*** Begin section ***
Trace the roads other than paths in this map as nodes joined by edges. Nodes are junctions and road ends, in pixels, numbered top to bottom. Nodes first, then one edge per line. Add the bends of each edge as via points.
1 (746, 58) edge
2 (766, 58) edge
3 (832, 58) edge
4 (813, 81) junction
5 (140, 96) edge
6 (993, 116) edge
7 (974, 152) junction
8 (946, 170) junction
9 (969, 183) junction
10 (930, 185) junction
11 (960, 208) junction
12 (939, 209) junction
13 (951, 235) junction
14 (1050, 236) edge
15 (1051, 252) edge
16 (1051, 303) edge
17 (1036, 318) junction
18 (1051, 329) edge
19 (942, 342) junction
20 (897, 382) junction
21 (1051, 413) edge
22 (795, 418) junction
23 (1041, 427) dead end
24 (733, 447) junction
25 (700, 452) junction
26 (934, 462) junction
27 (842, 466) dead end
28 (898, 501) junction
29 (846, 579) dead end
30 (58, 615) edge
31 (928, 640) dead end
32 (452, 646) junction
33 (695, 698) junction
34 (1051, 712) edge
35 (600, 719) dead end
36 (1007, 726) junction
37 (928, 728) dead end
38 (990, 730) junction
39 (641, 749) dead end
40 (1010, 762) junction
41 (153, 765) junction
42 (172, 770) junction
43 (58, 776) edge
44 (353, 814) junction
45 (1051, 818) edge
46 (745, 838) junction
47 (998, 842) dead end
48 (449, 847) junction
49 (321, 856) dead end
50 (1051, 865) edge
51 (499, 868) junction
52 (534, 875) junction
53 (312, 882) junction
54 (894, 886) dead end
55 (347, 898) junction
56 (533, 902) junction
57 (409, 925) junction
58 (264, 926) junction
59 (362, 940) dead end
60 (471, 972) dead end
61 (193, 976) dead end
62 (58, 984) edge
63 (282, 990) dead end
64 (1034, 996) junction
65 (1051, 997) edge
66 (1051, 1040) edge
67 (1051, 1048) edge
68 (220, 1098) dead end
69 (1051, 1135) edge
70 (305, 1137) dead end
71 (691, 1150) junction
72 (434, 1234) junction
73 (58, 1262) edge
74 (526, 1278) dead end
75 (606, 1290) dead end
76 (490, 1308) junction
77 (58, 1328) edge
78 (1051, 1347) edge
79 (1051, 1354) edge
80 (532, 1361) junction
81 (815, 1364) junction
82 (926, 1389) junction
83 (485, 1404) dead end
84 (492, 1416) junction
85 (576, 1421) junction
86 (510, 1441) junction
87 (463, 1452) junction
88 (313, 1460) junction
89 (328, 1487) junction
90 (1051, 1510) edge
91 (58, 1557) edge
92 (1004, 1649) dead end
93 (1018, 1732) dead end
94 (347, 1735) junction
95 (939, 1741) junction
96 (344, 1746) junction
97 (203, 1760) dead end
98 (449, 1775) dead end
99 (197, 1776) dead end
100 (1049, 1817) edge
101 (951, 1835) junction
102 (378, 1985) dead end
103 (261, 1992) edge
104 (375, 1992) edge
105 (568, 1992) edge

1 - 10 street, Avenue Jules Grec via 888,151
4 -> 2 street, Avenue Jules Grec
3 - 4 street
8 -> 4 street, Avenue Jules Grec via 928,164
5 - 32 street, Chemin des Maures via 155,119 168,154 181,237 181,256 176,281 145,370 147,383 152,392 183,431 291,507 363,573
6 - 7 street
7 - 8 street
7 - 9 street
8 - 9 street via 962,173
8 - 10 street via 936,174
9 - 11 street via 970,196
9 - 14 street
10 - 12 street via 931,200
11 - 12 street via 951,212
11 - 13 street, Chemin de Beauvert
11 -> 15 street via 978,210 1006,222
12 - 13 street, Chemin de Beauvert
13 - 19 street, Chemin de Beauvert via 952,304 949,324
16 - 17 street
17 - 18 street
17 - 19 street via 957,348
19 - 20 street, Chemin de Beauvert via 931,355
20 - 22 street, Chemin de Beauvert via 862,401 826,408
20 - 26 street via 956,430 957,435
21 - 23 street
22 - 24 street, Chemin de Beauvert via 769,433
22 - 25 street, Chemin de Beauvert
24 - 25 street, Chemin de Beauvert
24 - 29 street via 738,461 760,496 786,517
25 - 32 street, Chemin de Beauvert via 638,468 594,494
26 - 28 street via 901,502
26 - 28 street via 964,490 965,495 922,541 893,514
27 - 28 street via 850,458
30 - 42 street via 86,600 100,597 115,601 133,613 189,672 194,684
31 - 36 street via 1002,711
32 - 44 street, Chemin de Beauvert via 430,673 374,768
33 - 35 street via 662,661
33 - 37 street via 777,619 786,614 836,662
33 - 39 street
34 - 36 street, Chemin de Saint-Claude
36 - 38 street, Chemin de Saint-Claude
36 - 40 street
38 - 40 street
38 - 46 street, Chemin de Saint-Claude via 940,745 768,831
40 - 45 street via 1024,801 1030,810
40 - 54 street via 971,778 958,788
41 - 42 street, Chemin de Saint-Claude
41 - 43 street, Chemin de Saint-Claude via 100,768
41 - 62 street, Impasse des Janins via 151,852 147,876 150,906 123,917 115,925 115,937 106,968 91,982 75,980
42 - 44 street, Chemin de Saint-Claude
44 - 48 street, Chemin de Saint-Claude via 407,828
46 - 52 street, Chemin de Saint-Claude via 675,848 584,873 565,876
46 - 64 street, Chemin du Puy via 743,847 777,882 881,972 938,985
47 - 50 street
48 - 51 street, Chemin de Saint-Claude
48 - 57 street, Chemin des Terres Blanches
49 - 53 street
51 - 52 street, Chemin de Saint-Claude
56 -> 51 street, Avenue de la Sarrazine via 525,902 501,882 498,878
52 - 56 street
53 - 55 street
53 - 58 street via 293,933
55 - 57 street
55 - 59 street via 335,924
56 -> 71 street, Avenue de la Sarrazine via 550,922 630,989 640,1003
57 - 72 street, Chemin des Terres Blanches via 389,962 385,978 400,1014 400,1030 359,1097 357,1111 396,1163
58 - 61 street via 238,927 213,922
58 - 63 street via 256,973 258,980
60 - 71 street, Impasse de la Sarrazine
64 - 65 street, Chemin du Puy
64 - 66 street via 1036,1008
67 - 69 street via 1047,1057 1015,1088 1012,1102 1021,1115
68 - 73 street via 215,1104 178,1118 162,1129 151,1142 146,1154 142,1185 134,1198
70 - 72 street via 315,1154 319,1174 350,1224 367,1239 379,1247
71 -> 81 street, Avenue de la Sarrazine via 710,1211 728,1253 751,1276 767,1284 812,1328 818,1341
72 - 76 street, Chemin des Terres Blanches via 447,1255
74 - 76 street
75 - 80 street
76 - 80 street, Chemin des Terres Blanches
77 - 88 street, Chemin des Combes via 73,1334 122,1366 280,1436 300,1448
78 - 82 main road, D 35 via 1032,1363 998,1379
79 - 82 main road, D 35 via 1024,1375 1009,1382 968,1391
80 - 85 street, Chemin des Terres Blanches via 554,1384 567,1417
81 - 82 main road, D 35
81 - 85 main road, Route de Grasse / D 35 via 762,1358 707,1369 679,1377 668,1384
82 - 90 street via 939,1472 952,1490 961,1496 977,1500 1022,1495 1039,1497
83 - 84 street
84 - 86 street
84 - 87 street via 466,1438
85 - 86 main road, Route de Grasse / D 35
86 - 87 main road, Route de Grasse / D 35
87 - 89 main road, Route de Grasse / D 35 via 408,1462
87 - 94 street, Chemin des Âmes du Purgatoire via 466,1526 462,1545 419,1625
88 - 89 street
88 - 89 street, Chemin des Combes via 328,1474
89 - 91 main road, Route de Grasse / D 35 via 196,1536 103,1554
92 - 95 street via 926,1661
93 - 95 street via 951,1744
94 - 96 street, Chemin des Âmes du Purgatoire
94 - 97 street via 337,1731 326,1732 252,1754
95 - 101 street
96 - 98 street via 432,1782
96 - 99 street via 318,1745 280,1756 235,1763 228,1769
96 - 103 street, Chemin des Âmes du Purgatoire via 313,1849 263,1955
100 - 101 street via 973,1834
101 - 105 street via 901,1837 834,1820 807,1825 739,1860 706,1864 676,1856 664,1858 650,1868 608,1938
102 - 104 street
*** End section ***
What needs to be done:
Give nothing but the count of lines in the listing above that hold the string "Combes".

Response to this exercise:
2